▸ **Work task**:
The output should be all lines of the entries below in which the word "each" occurs.

━━━━━━━━━━━━━━━━━━━━━━━━━━━━━━

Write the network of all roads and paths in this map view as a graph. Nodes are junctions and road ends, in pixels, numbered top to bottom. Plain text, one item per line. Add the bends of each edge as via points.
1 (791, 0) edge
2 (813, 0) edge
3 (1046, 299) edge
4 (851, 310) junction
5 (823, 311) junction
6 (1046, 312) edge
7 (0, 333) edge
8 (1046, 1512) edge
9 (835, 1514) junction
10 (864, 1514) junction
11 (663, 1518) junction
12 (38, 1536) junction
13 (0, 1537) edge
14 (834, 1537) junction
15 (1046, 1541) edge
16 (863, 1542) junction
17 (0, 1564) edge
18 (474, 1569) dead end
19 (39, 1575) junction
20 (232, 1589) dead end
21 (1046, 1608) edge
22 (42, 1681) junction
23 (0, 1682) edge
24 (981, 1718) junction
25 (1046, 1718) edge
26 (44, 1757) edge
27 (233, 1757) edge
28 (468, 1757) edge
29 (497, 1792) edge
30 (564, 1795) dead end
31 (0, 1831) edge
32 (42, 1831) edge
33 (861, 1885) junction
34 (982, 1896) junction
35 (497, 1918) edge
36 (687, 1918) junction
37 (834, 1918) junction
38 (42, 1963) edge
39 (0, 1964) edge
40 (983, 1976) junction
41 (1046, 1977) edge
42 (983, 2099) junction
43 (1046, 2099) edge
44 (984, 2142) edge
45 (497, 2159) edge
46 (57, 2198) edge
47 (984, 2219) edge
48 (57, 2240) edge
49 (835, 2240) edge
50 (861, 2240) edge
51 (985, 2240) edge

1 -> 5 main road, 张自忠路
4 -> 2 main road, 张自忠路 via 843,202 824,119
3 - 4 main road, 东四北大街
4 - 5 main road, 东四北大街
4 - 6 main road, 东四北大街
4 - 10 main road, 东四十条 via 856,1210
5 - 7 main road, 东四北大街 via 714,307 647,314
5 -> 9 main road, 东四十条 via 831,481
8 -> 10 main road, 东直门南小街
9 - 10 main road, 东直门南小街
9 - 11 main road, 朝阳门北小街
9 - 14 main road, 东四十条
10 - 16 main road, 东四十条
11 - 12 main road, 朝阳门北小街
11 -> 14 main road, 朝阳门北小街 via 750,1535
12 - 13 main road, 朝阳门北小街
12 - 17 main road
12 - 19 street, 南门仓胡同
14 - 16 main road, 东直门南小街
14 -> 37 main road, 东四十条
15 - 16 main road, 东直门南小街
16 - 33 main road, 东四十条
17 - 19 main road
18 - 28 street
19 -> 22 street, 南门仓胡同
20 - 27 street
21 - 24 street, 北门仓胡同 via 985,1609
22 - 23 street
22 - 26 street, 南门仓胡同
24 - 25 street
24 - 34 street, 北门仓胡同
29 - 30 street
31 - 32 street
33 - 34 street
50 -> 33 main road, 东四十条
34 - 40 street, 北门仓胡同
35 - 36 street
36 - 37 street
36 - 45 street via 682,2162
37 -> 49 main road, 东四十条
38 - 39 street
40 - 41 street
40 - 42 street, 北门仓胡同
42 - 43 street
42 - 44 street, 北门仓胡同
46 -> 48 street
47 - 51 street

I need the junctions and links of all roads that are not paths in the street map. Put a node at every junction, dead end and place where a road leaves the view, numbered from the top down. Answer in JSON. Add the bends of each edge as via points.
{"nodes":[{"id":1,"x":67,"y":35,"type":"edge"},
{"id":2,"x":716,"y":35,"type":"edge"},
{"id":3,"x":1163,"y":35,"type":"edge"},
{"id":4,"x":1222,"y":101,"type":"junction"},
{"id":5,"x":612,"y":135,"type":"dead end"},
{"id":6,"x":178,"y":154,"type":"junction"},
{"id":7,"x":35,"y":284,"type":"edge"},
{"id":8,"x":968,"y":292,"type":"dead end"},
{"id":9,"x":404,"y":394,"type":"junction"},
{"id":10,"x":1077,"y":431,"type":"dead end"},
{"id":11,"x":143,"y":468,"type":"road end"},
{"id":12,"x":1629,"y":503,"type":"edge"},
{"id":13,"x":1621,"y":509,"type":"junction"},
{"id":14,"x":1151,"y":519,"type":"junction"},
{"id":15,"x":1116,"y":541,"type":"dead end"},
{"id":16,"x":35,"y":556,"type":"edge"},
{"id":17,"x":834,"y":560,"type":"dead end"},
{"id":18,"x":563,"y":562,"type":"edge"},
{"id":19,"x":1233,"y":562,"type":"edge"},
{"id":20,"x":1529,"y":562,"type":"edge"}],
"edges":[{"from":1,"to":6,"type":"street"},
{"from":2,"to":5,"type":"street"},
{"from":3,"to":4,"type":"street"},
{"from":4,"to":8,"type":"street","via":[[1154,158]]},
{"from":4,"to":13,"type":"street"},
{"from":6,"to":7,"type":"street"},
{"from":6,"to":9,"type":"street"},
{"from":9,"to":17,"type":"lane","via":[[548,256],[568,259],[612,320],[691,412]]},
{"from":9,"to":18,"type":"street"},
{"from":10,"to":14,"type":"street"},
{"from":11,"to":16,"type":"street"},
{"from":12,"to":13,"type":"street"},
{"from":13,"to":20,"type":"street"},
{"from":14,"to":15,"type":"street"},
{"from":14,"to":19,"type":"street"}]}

━━━━━━━━━━━━━━━━━━━━━━━━━━━━━━

▸ **Solution**:
Write the network of all roads and paths in this map view as a graph. Nodes are junctions and road ends, in pixels, numbered top to bottom. Plain text, one item per line. Add the bends of each edge as via points.
I need the junctions and links of all roads that are not paths in the street map. Put a node at every junction, dead end and place where a road leaves the view, numbered from the top down. Answer in JSON. Add the bends of each edge as via points.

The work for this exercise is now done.